Proses khitanan dibantu oleh pihak AMP (Atlas Medical Pioneer) dari Fakultas Kedokteran Umum Universitas Padjajaran berjumlah 53 orang terdiri atas dokter, spesialis urologi, dan juga mahasiswa tingkat akhir. Dalam waktu yang sama, terdapat 10 tim yang melakukan proses khitanan kepada setiap anak, sehingga total sesi proses khitanan adalah empat sesi.

Setelah proses khitanan selesai, setiap anak diberikan obat, goodie bag, uang saku, dan nasi tumpeng. Obat yang diberikan adalah obat untuk mempercepat proses penyembuhan dan juga pereda sakit. Sedangkan goodie bag yang diberi, berisikan keperluan yang sekiranya dibutuhkan oleh anak-anak seperti tas ransel, buku, dan alat tulis. Uang saku dan nasi tumpeng pun diberikan dengan maksud agar setiap keluarga dari anak tidak perlu mengeluarkan biaya lebih untuk mengadakan sebuah syukuran.

“Untuk khitanan, kan pasti ada seremonialnya, yang harus ada tumpeng dan sarung. Di mana semua itu kami sediakan untuk mereka. Jadi kita bantu mereka dengan tidak tanggung-tanggung, dari awal hingga tuntas semuanya. Karena memang kami ingin memberi sebuah sukacita untuk mereka semua,” ucap Hartaman yang merupakan alumni jurusan Teknik Sipil.

Di tempat yang sama, Penyuluhan Kesehatan diselenggarakan dengan topik ‘Mengenali Diabetes Mellitus dan Cara Menanggulangi’, dengan Dokter Lubbi Ilmiawan sebagai fasilitator. Latar belakang dari pemilihan topik adalah maraknya penyakit diabetes mellitus belakangan ini. 

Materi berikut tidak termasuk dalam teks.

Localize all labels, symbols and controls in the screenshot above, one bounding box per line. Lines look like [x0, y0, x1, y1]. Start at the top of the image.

Setelah penyuluhan, diadakan pula cek kesehatan sebagai deteksi dini diabetes mellitus kepada 300 pengunjung secara gratis. Pengecekan kesehatan dibantu oleh Dexa Medica, yang merupakan salah satu sponsor. Dalam kesempatan ini, Dexa Medica pun menyosialisasikan aplikasi buatan mereka, yaitu Teman Diabates.

Selain itu, saat Pasar Murah dilakukan penjualan pakaian bekas dan juga sembako, di mana keduanya dijual dengan harga subsidi. Pakaian bekas dijual dalam tiga varian harga, yaitu Rp 5.000, Rp 10.000, dan Rp 20.000. Pakaian yang dijual pun beragam dari atasan, bawahan, sepatu, hingga tas.

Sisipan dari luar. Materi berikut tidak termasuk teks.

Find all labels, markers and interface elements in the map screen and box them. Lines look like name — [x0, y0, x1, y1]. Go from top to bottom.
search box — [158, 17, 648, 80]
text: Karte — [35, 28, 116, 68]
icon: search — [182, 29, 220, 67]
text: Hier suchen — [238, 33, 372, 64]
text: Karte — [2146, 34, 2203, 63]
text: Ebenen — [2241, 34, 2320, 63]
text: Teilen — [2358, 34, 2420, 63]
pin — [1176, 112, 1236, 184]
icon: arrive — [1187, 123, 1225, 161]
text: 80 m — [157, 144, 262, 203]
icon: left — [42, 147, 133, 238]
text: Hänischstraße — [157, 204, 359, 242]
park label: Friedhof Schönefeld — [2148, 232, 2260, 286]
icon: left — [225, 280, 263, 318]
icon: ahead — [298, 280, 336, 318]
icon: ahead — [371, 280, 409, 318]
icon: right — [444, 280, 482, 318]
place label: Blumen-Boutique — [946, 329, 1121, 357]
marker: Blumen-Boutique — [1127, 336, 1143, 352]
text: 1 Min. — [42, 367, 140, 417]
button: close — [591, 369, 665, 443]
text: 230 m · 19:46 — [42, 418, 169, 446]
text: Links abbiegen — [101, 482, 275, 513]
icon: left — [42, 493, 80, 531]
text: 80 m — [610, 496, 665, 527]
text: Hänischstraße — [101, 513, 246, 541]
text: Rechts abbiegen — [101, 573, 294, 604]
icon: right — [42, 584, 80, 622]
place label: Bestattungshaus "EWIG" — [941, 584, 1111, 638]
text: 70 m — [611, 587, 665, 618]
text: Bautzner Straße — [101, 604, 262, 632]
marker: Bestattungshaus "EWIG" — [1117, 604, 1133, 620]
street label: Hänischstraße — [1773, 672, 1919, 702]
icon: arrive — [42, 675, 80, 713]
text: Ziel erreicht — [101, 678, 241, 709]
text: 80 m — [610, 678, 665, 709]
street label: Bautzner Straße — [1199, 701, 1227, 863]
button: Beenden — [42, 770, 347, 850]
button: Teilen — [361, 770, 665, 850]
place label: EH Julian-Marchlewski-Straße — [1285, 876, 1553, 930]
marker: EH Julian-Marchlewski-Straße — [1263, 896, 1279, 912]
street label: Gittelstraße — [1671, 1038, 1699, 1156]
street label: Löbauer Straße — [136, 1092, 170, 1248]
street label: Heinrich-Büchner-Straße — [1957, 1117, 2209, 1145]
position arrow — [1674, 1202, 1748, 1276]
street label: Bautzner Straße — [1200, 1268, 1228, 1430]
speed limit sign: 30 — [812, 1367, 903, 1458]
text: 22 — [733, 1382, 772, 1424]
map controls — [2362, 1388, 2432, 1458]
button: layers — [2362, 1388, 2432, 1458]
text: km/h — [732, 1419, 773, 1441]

Sembako yang didistribusikan dalam bentuk goodie bag, berisikan kebutuhan sehari-hari yang bernilai total sekitar Rp 150.000. Tetapi hanya dengan menukarkan kupon yang telah dibagikan oleh panitia, karyawan dapat membeli satu paket sembako hanya dengan harga Rp 20.000. Dengan total paket sembako yang dibagikan berjumlah 800 paket.

Selanjutnya ialah bazaar, dimulai dengan senam pagi yang dipartisipasi oleh panitia dan juga karyawan. Setelah senam pagi, acara dilanjutkan dengan dua perlombaan, yakni lomba menggambar untuk kalangan anak dan balap karung untuk kalangan dewasa.



Setelah diadakannya reuni akbar pada September nanti, Laskar ‘79 berencana untuk memberikan motor sampah dan juga berencana untuk memberi perbaikan fasilitas sanitasi di lingkungan ITB. Selain itu, telah direncanakan pula untuk diadakan kegiatan lintas angkatan untuk melakukan Gerakan Peduli Citarum. Angkatan yang akan terlibat adalah alumni ITB angkatan 1979, 1984. 1989, dan 1949.

Motivasi dari pengadaan bakti sosial ini adalah keinginan angkatan untuk selalu memberi sesuatu kepada orang lain agar ada lebih banyak orang yang dapat menikmati dan merasakan hal yang lebih baik. “Karena memang tugas alumni adalah memberikan bakti kami untuk almamater.”

Kehadiran Bakti Sosial itupun disambut baik oleh para karyawan ITB salah satunya Yuda Hariana. “Menurut saya acaranya bagus sekali, terutama buat bapak-bapak dan ibu-ibu yang perlu sembako. Ada hiburan buat anak-anak, lomba mewarnai. Jadi cocok untuk acara keluarga sekaligus belanja,” ujarnya. Ia berharap tahun depan acara serupa juga bisa diselenggarakan kembali.